A new global research study by Accenture finds that the majority of consumers (61%) are aware of ad blockers, and four in 10 (42%) would pay to remove ad interruptions. The study, released on Monday, polled 28,000 consumers in 28 countries and made general predictions about the ad-blocker phenomenon.
"Ad blockers are a relatively new threat to the digital advertising industry,” said Gavin Mann, Accenture’s global broadcast industry lead. “Consumers are increasingly willing to pay for blockers because too many ads are poorly targeted. In today’s world of personalized content, being forced to watch an ad that has no relevance is a missed opportunity and feels increasingly intrusive on precious screen-time. In fact, simple avoidance of content associated with heavy and repetitive irrelevant advertising will increase as consumer choice and awareness of choice increases.”
The survey finds that young consumers are especially aware of ad blockers compared with older age groups. More than two-thirds (69%) of those aged 18 to 24, and almost the same number (66%) of those between 25 and 34, say they’re aware of ad interruption technologies.
Regionally, ad-blocker awareness is especially pervasive in Latin America (78%) and the Middle East (69%). In addition, consumers in emerging markets are significantly more likely than those in mature markets--47% vs. 34%--to say they plan to pay to eliminate ad interruptions.
Mann said the industry needs to do everything possible to make ads less of an infringement on precious screen time, by building on early successes that deliver targeted, relevant and entertaining ads. He urged the industry to focus on creative that caters to consumers.
Accenture recommends that digital advertising organizations invest in user experience and user interface transformation, production studios and post-production support resources and facilities. Advertisers need to offer value-added creative capabilities and more robust, customized services to consumers.
The findings indicate that digital advertising is under attack, impacting not just advertisers but broadcasters, cable providers, Internet service providers, content creator networks and consumers. The cat-and-mouse game between digital advertisers and ad blocking providers will be a major story as vendors release programmatic solutions backed by powerful analytics engines. These solutions will do a better job of pulling data together from disparate sources and matching ads with specific audiences.
Accenture expects to see programmatic advertising that will travel across devices for a consistent ad experience.
One of Accenture’s takeaways is not to make the mistake of putting the majority of effort into fighting ad blocking; it’s an impossible battle to win. The company suggests it's more important to focus on moving the entire ecosystem forward and making advertising less invasive and more personalized.
“Find out what the audience is interested in. We’re in the early stages of moving the media relationship from one to many, to one to one,” Mann said.

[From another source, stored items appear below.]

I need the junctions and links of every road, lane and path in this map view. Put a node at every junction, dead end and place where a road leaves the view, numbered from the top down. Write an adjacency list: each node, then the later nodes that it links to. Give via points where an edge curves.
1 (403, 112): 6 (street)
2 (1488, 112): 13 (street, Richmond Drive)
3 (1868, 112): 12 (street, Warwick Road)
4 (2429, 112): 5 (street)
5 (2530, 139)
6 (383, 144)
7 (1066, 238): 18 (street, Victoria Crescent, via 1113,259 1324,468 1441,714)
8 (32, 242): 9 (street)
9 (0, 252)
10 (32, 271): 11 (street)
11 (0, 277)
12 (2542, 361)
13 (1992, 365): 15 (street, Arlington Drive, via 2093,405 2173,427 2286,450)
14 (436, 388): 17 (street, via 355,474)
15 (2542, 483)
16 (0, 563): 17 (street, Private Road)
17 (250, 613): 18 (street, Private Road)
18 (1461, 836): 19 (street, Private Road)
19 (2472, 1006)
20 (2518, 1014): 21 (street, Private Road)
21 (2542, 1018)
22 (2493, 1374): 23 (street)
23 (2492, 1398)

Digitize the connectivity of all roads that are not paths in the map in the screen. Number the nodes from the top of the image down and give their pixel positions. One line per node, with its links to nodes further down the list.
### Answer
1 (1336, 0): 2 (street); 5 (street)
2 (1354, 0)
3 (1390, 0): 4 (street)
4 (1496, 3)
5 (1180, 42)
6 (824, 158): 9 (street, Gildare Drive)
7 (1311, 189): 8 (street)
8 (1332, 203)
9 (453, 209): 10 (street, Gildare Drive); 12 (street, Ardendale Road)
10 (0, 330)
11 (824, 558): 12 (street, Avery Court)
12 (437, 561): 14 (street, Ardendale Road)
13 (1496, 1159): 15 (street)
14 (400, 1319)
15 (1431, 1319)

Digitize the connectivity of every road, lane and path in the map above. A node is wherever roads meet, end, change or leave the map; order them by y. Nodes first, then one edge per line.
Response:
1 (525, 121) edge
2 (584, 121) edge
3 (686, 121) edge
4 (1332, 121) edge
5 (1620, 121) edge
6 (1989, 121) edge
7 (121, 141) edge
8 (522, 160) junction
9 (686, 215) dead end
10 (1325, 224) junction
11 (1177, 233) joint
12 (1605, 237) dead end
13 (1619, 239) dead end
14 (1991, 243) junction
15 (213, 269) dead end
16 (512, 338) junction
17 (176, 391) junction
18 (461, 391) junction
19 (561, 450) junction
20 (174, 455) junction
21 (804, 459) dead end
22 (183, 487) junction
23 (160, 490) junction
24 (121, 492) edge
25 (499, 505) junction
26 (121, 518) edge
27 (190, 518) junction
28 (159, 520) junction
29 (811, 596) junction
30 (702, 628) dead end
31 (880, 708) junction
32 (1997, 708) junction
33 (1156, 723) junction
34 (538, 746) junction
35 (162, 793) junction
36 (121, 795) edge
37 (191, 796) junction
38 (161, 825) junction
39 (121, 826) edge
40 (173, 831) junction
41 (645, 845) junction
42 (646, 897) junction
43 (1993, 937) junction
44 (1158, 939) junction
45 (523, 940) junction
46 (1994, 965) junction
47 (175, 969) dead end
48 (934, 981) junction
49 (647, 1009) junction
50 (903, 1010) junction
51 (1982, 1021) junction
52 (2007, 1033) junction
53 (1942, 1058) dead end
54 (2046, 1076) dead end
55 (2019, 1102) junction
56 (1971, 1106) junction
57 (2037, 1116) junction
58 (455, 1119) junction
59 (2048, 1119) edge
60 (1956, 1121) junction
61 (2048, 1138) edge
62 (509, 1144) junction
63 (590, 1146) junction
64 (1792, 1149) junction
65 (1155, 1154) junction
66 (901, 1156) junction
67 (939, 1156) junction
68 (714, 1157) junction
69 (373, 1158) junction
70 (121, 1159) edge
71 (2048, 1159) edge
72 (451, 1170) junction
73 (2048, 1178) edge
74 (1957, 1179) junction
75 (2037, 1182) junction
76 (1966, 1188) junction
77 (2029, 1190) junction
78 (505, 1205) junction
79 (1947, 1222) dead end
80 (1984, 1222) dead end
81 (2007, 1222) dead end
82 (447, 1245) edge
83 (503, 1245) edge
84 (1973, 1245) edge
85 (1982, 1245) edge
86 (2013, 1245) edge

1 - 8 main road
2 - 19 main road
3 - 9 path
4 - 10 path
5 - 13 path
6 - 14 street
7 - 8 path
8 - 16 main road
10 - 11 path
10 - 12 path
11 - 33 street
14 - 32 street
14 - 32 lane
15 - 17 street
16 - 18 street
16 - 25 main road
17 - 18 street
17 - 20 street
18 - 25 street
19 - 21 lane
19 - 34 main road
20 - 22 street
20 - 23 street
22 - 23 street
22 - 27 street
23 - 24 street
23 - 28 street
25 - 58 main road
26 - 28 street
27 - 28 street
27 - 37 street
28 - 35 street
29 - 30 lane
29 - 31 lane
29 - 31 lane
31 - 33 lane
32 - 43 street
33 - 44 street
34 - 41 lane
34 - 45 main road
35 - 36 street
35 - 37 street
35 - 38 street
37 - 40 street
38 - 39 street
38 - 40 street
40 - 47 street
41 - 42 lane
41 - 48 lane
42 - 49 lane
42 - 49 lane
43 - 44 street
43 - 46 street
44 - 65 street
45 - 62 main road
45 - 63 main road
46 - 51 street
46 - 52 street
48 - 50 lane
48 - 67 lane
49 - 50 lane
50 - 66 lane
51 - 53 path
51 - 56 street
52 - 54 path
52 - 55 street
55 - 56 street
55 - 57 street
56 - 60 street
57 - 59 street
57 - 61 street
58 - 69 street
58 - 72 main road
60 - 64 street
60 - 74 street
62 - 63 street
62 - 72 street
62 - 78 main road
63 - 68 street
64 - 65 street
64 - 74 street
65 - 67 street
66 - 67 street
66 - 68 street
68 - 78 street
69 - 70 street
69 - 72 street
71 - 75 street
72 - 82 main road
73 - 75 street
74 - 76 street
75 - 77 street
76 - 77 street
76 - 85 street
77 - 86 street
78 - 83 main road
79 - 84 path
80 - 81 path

Of the two suggested solutions, making ads less disruptive and "invasive" is, by far, the one that might slow down the turn to ad blockers---although it may be too late to recoup many fed up digital media users now using blockers. As for making ads more relevant, either by better "targeting" or ad execution, that's not going to have much of an impact unless someone figures out a way to do it across the board---all at once---- which would be a real miracle, in my opinion. If a handful of advertisers start to improve their "game" in this regard while most others do not, how is an ad blocking user going to know about it? It's got to be a major, total industry, push and that requires almost everybody to work in unison. Fat chance.